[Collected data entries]
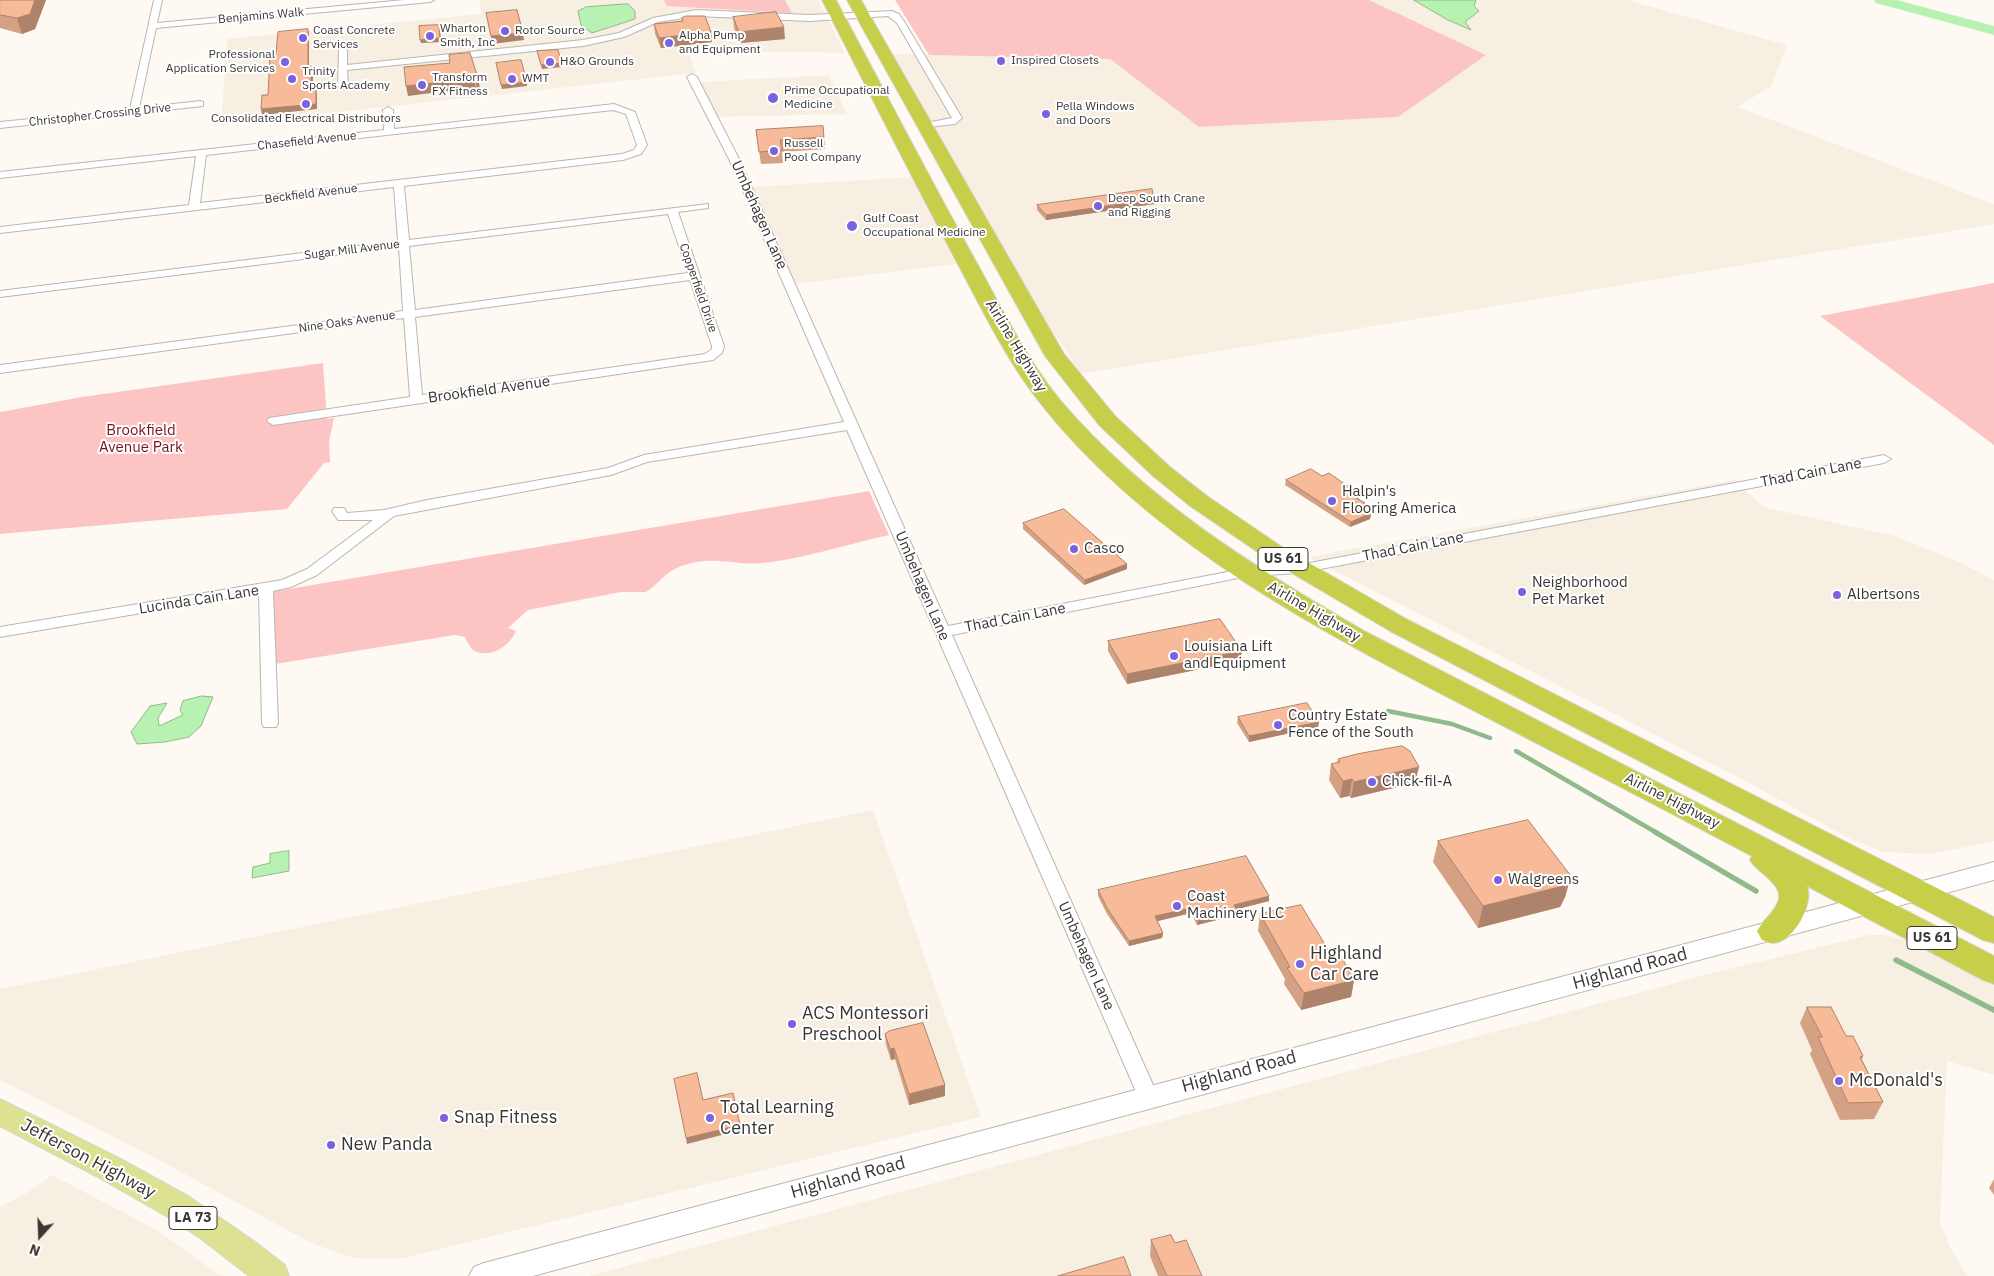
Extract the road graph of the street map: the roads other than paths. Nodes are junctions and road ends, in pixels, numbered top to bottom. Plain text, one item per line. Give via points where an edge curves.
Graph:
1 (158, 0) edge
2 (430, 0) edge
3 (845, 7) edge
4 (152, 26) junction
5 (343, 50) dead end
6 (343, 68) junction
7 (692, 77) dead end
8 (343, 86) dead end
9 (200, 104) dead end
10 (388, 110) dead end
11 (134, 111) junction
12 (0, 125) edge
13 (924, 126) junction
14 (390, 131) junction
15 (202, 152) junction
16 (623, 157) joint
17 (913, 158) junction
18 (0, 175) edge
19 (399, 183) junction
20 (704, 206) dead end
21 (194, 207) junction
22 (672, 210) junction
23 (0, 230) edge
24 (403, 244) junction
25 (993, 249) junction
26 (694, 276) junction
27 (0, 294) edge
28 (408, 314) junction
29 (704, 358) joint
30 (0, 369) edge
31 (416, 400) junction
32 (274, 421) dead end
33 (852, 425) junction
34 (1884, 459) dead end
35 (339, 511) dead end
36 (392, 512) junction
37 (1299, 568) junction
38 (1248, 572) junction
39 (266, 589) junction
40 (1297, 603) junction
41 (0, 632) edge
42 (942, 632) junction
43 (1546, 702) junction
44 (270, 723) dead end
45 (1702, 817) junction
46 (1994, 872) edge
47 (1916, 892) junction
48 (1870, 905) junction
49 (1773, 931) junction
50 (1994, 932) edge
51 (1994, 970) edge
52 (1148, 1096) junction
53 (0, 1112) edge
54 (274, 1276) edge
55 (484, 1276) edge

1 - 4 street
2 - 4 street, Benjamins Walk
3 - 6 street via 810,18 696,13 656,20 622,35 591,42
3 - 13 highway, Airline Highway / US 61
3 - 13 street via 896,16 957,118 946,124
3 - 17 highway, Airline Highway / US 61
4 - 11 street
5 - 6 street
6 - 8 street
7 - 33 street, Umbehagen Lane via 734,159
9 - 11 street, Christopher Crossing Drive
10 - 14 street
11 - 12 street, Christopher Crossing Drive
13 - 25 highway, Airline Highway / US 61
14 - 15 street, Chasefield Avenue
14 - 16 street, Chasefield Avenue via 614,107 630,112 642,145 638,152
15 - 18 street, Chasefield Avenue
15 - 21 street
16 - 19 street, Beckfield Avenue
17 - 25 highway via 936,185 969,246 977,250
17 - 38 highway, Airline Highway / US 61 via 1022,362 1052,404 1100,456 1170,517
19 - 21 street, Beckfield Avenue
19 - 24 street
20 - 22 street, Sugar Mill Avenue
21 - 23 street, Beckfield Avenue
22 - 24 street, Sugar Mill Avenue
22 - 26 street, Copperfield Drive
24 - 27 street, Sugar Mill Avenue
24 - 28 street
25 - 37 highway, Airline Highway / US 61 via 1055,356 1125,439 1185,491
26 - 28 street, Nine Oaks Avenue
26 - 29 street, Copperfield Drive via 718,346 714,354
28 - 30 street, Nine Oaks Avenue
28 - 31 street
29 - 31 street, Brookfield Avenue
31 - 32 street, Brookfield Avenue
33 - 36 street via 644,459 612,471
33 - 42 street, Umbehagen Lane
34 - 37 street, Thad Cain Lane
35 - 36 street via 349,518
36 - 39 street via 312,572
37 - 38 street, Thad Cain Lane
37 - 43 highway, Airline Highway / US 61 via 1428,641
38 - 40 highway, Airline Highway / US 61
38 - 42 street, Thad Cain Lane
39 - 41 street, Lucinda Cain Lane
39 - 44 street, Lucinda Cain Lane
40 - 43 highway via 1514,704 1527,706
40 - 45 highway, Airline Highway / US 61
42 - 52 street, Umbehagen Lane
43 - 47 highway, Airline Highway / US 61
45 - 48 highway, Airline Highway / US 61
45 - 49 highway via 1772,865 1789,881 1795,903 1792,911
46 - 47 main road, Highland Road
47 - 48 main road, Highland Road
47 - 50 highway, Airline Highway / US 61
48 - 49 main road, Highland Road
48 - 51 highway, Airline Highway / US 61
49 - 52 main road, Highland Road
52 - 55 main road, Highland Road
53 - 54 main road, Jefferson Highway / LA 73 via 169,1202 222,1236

**WHAT THE EXERCISE ASKS**
Restate all entries above exactly, but not the images.

**SOLUTION TO THIS TASK**
Extract the road graph of the street map: the roads other than paths. Nodes are junctions and road ends, in pixels, numbered top to bottom. Plain text, one item per line. Give via points where an edge curves.
Graph:
1 (158, 0) edge
2 (430, 0) edge
3 (845, 7) edge
4 (152, 26) junction
5 (343, 50) dead end
6 (343, 68) junction
7 (692, 77) dead end
8 (343, 86) dead end
9 (200, 104) dead end
10 (388, 110) dead end
11 (134, 111) junction
12 (0, 125) edge
13 (924, 126) junction
14 (390, 131) junction
15 (202, 152) junction
16 (623, 157) joint
17 (913, 158) junction
18 (0, 175) edge
19 (399, 183) junction
20 (704, 206) dead end
21 (194, 207) junction
22 (672, 210) junction
23 (0, 230) edge
24 (403, 244) junction
25 (993, 249) junction
26 (694, 276) junction
27 (0, 294) edge
28 (408, 314) junction
29 (704, 358) joint
30 (0, 369) edge
31 (416, 400) junction
32 (274, 421) dead end
33 (852, 425) junction
34 (1884, 459) dead end
35 (339, 511) dead end
36 (392, 512) junction
37 (1299, 568) junction
38 (1248, 572) junction
39 (266, 589) junction
40 (1297, 603) junction
41 (0, 632) edge
42 (942, 632) junction
43 (1546, 702) junction
44 (270, 723) dead end
45 (1702, 817) junction
46 (1994, 872) edge
47 (1916, 892) junction
48 (1870, 905) junction
49 (1773, 931) junction
50 (1994, 932) edge
51 (1994, 970) edge
52 (1148, 1096) junction
53 (0, 1112) edge
54 (274, 1276) edge
55 (484, 1276) edge

1 - 4 street
2 - 4 street, Benjamins Walk
3 - 6 street via 810,18 696,13 656,20 622,35 591,42
3 - 13 highway, Airline Highway / US 61
3 - 13 street via 896,16 957,118 946,124
3 - 17 highway, Airline Highway / US 61
4 - 11 street
5 - 6 street
6 - 8 street
7 - 33 street, Umbehagen Lane via 734,159
9 - 11 street, Christopher Crossing Drive
10 - 14 street
11 - 12 street, Christopher Crossing Drive
13 - 25 highway, Airline Highway / US 61
14 - 15 street, Chasefield Avenue
14 - 16 street, Chasefield Avenue via 614,107 630,112 642,145 638,152
15 - 18 street, Chasefield Avenue
15 - 21 street
16 - 19 street, Beckfield Avenue
17 - 25 highway via 936,185 969,246 977,250
17 - 38 highway, Airline Highway / US 61 via 1022,362 1052,404 1100,456 1170,517
19 - 21 street, Beckfield Avenue
19 - 24 street
20 - 22 street, Sugar Mill Avenue
21 - 23 street, Beckfield Avenue
22 - 24 street, Sugar Mill Avenue
22 - 26 street, Copperfield Drive
24 - 27 street, Sugar Mill Avenue
24 - 28 street
25 - 37 highway, Airline Highway / US 61 via 1055,356 1125,439 1185,491
26 - 28 street, Nine Oaks Avenue
26 - 29 street, Copperfield Drive via 718,346 714,354
28 - 30 street, Nine Oaks Avenue
28 - 31 street
29 - 31 street, Brookfield Avenue
31 - 32 street, Brookfield Avenue
33 - 36 street via 644,459 612,471
33 - 42 street, Umbehagen Lane
34 - 37 street, Thad Cain Lane
35 - 36 street via 349,518
36 - 39 street via 312,572
37 - 38 street, Thad Cain Lane
37 - 43 highway, Airline Highway / US 61 via 1428,641
38 - 40 highway, Airline Highway / US 61
38 - 42 street, Thad Cain Lane
39 - 41 street, Lucinda Cain Lane
39 - 44 street, Lucinda Cain Lane
40 - 43 highway via 1514,704 1527,706
40 - 45 highway, Airline Highway / US 61
42 - 52 street, Umbehagen Lane
43 - 47 highway, Airline Highway / US 61
45 - 48 highway, Airline Highway / US 61
45 - 49 highway via 1772,865 1789,881 1795,903 1792,911
46 - 47 main road, Highland Road
47 - 48 main road, Highland Road
47 - 50 highway, Airline Highway / US 61
48 - 49 main road, Highland Road
48 - 51 highway, Airline Highway / US 61
49 - 52 main road, Highland Road
52 - 55 main road, Highland Road
53 - 54 main road, Jefferson Highway / LA 73 via 169,1202 222,1236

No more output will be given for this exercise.